## Activity
Restate the entries below verbatim.

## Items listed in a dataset
+-------+

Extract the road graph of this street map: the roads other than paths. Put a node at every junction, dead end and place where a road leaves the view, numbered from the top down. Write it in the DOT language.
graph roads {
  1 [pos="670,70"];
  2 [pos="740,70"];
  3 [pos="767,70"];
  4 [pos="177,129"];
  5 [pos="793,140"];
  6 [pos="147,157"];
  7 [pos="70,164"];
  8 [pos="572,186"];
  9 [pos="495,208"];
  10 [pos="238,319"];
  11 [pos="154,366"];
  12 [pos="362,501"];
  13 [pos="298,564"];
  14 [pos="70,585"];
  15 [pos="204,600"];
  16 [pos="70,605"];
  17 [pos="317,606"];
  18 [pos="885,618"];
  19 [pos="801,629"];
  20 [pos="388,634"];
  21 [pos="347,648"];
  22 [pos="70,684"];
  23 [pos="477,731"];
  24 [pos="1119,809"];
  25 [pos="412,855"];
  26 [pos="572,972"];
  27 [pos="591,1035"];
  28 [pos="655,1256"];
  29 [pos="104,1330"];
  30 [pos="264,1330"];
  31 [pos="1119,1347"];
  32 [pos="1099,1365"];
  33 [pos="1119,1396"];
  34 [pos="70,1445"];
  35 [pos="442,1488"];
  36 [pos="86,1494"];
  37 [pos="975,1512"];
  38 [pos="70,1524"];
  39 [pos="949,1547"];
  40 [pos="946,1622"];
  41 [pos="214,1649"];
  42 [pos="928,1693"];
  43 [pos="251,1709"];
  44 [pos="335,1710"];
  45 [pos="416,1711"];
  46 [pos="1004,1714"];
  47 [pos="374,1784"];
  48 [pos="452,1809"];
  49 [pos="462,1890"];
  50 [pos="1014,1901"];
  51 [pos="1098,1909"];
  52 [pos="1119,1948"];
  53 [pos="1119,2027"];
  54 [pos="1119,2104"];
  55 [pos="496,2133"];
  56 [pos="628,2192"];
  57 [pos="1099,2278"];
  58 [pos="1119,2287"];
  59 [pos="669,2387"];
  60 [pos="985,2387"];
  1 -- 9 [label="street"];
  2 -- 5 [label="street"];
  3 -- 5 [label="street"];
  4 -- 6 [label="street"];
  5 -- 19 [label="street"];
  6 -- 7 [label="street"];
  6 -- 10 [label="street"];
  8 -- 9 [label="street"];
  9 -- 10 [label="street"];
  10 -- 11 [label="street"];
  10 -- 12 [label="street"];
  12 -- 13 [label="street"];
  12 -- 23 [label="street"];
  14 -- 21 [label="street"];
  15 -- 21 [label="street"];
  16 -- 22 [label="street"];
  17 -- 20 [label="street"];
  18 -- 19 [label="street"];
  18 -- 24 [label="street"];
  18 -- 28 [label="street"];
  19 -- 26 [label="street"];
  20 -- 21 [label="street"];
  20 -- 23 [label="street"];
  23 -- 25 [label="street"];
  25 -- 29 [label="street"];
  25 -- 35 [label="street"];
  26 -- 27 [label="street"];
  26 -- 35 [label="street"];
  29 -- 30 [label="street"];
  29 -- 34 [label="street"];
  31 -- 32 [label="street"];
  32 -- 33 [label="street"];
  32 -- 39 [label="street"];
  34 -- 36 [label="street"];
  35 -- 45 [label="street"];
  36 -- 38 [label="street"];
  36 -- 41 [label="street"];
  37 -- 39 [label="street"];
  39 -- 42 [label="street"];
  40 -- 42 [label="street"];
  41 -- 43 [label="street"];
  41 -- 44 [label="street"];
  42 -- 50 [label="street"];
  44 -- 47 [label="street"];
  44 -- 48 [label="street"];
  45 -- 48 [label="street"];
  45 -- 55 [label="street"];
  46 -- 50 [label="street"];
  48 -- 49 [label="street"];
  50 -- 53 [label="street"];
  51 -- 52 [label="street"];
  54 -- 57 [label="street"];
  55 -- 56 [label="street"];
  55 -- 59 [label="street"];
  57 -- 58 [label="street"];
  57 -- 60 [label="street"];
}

+-------+

## Answer to this task
Extract the road graph of this street map: the roads other than paths. Put a node at every junction, dead end and place where a road leaves the view, numbered from the top down. Write it in the DOT language.
graph roads {
  1 [pos="670,70"];
  2 [pos="740,70"];
  3 [pos="767,70"];
  4 [pos="177,129"];
  5 [pos="793,140"];
  6 [pos="147,157"];
  7 [pos="70,164"];
  8 [pos="572,186"];
  9 [pos="495,208"];
  10 [pos="238,319"];
  11 [pos="154,366"];
  12 [pos="362,501"];
  13 [pos="298,564"];
  14 [pos="70,585"];
  15 [pos="204,600"];
  16 [pos="70,605"];
  17 [pos="317,606"];
  18 [pos="885,618"];
  19 [pos="801,629"];
  20 [pos="388,634"];
  21 [pos="347,648"];
  22 [pos="70,684"];
  23 [pos="477,731"];
  24 [pos="1119,809"];
  25 [pos="412,855"];
  26 [pos="572,972"];
  27 [pos="591,1035"];
  28 [pos="655,1256"];
  29 [pos="104,1330"];
  30 [pos="264,1330"];
  31 [pos="1119,1347"];
  32 [pos="1099,1365"];
  33 [pos="1119,1396"];
  34 [pos="70,1445"];
  35 [pos="442,1488"];
  36 [pos="86,1494"];
  37 [pos="975,1512"];
  38 [pos="70,1524"];
  39 [pos="949,1547"];
  40 [pos="946,1622"];
  41 [pos="214,1649"];
  42 [pos="928,1693"];
  43 [pos="251,1709"];
  44 [pos="335,1710"];
  45 [pos="416,1711"];
  46 [pos="1004,1714"];
  47 [pos="374,1784"];
  48 [pos="452,1809"];
  49 [pos="462,1890"];
  50 [pos="1014,1901"];
  51 [pos="1098,1909"];
  52 [pos="1119,1948"];
  53 [pos="1119,2027"];
  54 [pos="1119,2104"];
  55 [pos="496,2133"];
  56 [pos="628,2192"];
  57 [pos="1099,2278"];
  58 [pos="1119,2287"];
  59 [pos="669,2387"];
  60 [pos="985,2387"];
  1 -- 9 [label="street"];
  2 -- 5 [label="street"];
  3 -- 5 [label="street"];
  4 -- 6 [label="street"];
  5 -- 19 [label="street"];
  6 -- 7 [label="street"];
  6 -- 10 [label="street"];
  8 -- 9 [label="street"];
  9 -- 10 [label="street"];
  10 -- 11 [label="street"];
  10 -- 12 [label="street"];
  12 -- 13 [label="street"];
  12 -- 23 [label="street"];
  14 -- 21 [label="street"];
  15 -- 21 [label="street"];
  16 -- 22 [label="street"];
  17 -- 20 [label="street"];
  18 -- 19 [label="street"];
  18 -- 24 [label="street"];
  18 -- 28 [label="street"];
  19 -- 26 [label="street"];
  20 -- 21 [label="street"];
  20 -- 23 [label="street"];
  23 -- 25 [label="street"];
  25 -- 29 [label="street"];
  25 -- 35 [label="street"];
  26 -- 27 [label="street"];
  26 -- 35 [label="street"];
  29 -- 30 [label="street"];
  29 -- 34 [label="street"];
  31 -- 32 [label="street"];
  32 -- 33 [label="street"];
  32 -- 39 [label="street"];
  34 -- 36 [label="street"];
  35 -- 45 [label="street"];
  36 -- 38 [label="street"];
  36 -- 41 [label="street"];
  37 -- 39 [label="street"];
  39 -- 42 [label="street"];
  40 -- 42 [label="street"];
  41 -- 43 [label="street"];
  41 -- 44 [label="street"];
  42 -- 50 [label="street"];
  44 -- 47 [label="street"];
  44 -- 48 [label="street"];
  45 -- 48 [label="street"];
  45 -- 55 [label="street"];
  46 -- 50 [label="street"];
  48 -- 49 [label="street"];
  50 -- 53 [label="street"];
  51 -- 52 [label="street"];
  54 -- 57 [label="street"];
  55 -- 56 [label="street"];
  55 -- 59 [label="street"];
  57 -- 58 [label="street"];
  57 -- 60 [label="street"];
}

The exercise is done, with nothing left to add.